Bourke (M&G Investments): “Come muoversi sui mercati emergenti”

L’analisi dell’ head of Emerging Market Equities della casa di gestione britannica. Terreno fertile per la gestione attiva

Per molti mesi, sui mercati emergenti, l’intelligenza artificiale ha fatto quasi il bello e il cattivo tempo. Taiwan e Corea hanno catalizzato capitali e attenzione degli investitori, lasciando in secondo piano gran parte del resto dell’universo emerging. Ma proprio questa forte concentrazione potrebbe ora aprire una fase nuova, nella quale a dettare il passo non saranno più soltanto pochi colossi tecnologici, bensì un insieme più ampio di mercati e società sostenuti dalla crescita degli utili e da valutazioni ancora interessanti.

È questa la lettura di Michael Bourke (nella foto), head of Emerging Market Equities di M&G Investments, secondo cui il terzo trimestre ha evidenziato con particolare forza le profonde divergenze all’interno dell’asset class. L’Asia settentrionale è stata trainata dal ciclo di investimenti nell’AI e nei semiconduttori di Taiwan e Corea, mentre altre aree, dall’America Latina all’Emea, si sono mosse soprattutto sulla base delle aspettative sui tassi, della credibilità delle politiche fiscali e dell’andamento delle materie prime.

La conseguenza è che parlare genericamente di “mercati emergenti” rischia oggi di essere sempre meno utile. L’MSCI Emerging Markets è infatti fortemente concentrato su un numero ristretto di Paesi e aziende e, secondo Bourke, le opportunità più interessanti potrebbero trovarsi proprio fuori dai grandi pesi dell’indice, attraverso scelte più mirate per Paese, settore e singolo titolo.

A sostenere questa tesi sono soprattutto gli utili. M&G sottolinea che il rialzo del mercato è stato trainato più dai fondamentali che da una semplice espansione dei multipli: le stime prospettiche sugli utili per azione sono salite di circa il 40% dall’inizio dell’anno, mentre il rapporto prezzo/utili dell’universo emergente è sceso da 13,5 a circa 11 volte. Le previsioni di consenso indicate nel report stimano inoltre una crescita dei profitti di circa il 55% nel 2026 e del 20% nel 2027.

È proprio su questo terreno che potrebbe maturare un allargamento della leadership. Dopo una lunga fase dominata dal momentum di pochi titoli tecnologici, il mercato potrebbe premiare in misura crescente quelle società che combinano utili solidi e valutazioni ragionevoli.

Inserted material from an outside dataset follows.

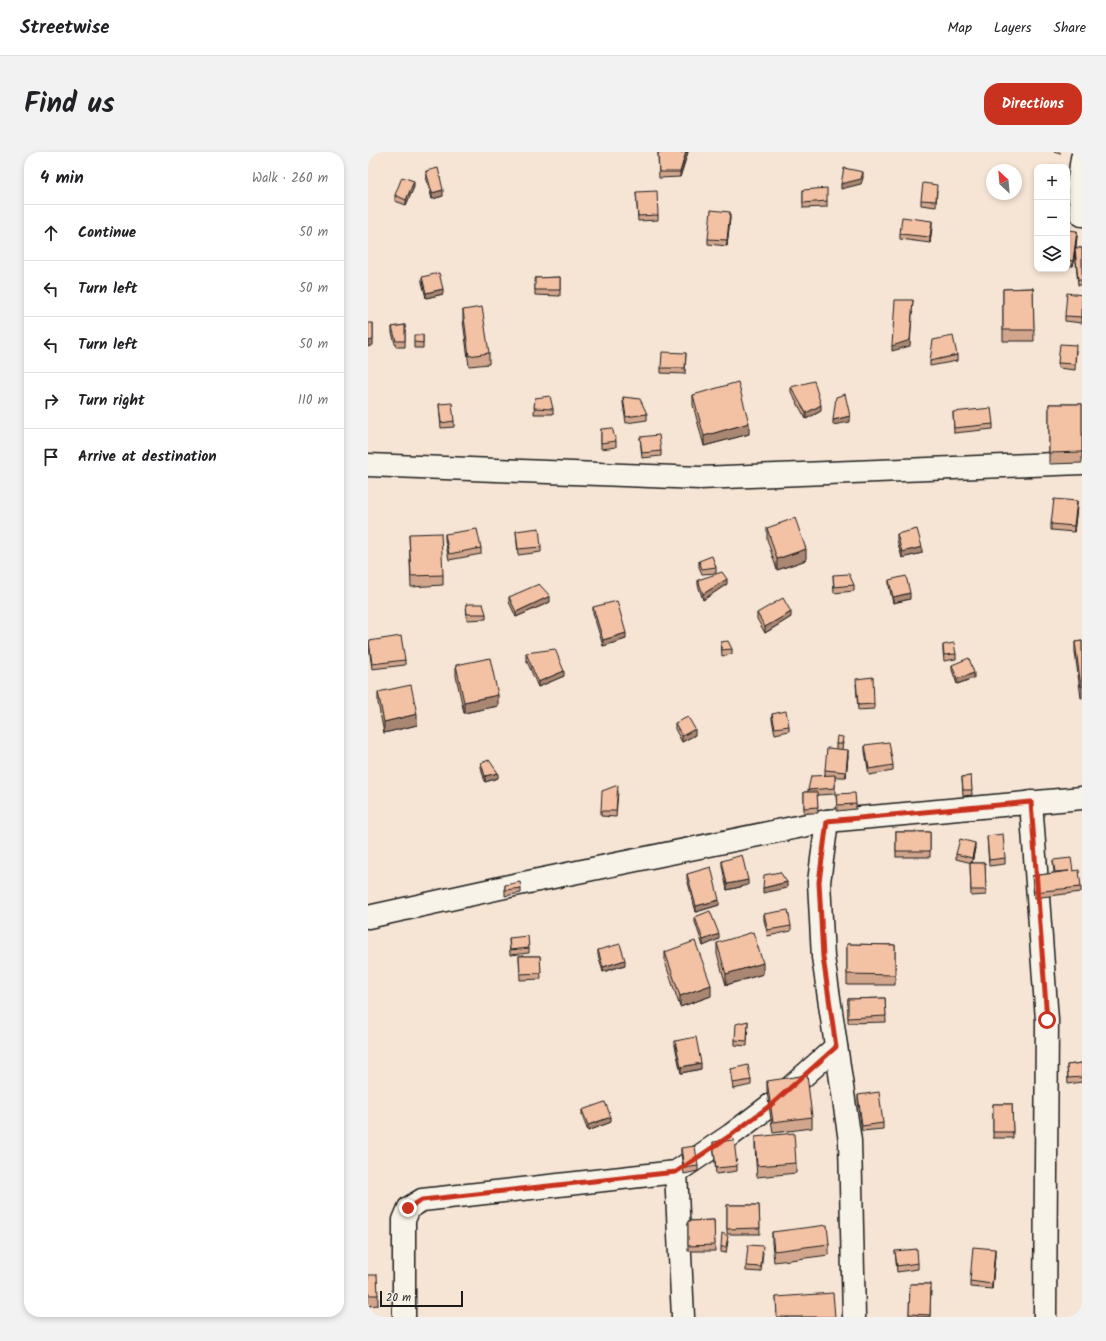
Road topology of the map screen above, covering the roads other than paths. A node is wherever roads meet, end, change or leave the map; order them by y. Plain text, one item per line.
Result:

Le occasioni, secondo M&G, non mancano. Un eventuale  calo delle pressioni sul prezzo dell’energia può favorire grandi importatori come l’India e mercati sensibili ai tassi come Brasile e Sudafrica. Le azioni sudafricane, dopo la correzione, si sono avvicinate ai minimi pluriennali, mentre in Brasile Bourke individua valore nei titoli domestici di qualità. Anche in Cina le valutazioni restano poco esigenti e nomi come Tencent e Alibaba appaiono interessanti in termini relativi.

Per Bourke è esattamente il tipo di scenario nel quale un approccio attivo può trovare terreno fertile: una leadership meno concentrata, sostenuta dagli utili e dalle valutazioni, anziché da un’esposizione crescente al momentum di una manciata di colossi presenti negli indici.